POST 1,000-ROUND INSPECTION
After I shot all 1,000 rounds and got home, I took the pistol apart to see what was going on inside. It was pretty nasty, exactly like I expected after that much suppressed shooting with hot ammo and no cleaning.
The chamber and breech face had a solid layer of firing residue packed in.
The striker channel and sear area were caked as well.
The rails still had lube on them but were dirty.
Nothing looked excessively worn or damaged, but the amount of fouling was obvious. I took photos of everything before I cleaned and lubed it back up.
After reassembly I hit all the usual spots with SLIP2000 EWL — rails, chamber, feed ramp, striker/sear interface, barrel hood, recoil guide rod, and the suppressor threads. The only thing I actually cleaned was the suppressor itself. I gave it a 30-minute sonic bath in SLIP2000 Ultra Clean and it came out looking a lot better.
ASSESSMENT
After 1,000 rounds suppressed with hot Winchester SG9W50, the APX A1 Tactical did pretty well. It ran reliably once I set aside the bad ammo. All the malfunctions I had were clearly from underpowered rounds and not the pistol. Nothing in the gun itself gave me any real problems.
When I tore it down, there was heavy carbon and residue built up in the chamber, breech face, and striker channel like you’d expect after that much suppressed fire. Even with all that fouling, I didn’t see any abnormal wear on the rails, locking surfaces, or extractor. Ejection stayed consistent the whole time, which tells me the recoil spring and extractor are still in good shape.

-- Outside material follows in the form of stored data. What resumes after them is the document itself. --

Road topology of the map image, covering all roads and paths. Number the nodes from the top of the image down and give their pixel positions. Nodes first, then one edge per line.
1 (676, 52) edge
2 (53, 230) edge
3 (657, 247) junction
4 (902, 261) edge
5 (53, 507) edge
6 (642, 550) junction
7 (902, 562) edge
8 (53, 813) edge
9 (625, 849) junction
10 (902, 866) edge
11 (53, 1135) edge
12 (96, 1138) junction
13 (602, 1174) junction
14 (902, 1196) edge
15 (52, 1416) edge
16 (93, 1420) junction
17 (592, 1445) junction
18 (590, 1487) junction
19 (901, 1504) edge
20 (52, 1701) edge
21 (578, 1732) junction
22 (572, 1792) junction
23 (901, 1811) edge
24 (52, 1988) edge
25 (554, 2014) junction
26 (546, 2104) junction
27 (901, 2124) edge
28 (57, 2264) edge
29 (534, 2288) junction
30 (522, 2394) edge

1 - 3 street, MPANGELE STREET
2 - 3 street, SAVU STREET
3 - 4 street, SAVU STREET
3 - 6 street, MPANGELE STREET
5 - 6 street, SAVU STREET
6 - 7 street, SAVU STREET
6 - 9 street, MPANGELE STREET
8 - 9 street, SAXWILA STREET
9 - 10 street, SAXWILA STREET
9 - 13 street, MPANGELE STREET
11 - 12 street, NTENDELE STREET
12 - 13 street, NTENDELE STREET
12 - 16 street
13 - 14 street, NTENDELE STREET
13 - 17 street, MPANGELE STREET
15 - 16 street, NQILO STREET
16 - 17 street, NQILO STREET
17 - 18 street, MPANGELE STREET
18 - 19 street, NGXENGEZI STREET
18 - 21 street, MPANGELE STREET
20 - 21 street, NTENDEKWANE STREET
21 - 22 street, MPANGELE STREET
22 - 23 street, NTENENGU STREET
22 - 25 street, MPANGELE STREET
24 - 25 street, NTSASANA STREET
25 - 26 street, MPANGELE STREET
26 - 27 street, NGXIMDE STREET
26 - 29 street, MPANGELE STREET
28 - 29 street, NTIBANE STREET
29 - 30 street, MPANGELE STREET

The suppressor-ready setup worked fine. I didn’t notice any meaningful POI shift when I went from unsuppressed to suppressed, and the pistol stayed accurate enough on the 50-yard gong for what I was doing. The biggest hassle was having to stop and retighten the Mojave every 50–80 rounds because of the extra weight up front.
For a suppressor-ready tactical pistol in this price range, I’m happy with how it performed in the first thousand rounds. It handled the heat and the fouling without drama. I’m planning to keep pushing it through the full 5,000 rounds the same way to see how it holds up over the long haul. I will be mixing in steel cased ammunition as well in order to test it with low pressure ammunition in bulk, so you can get an idea of it’s performance.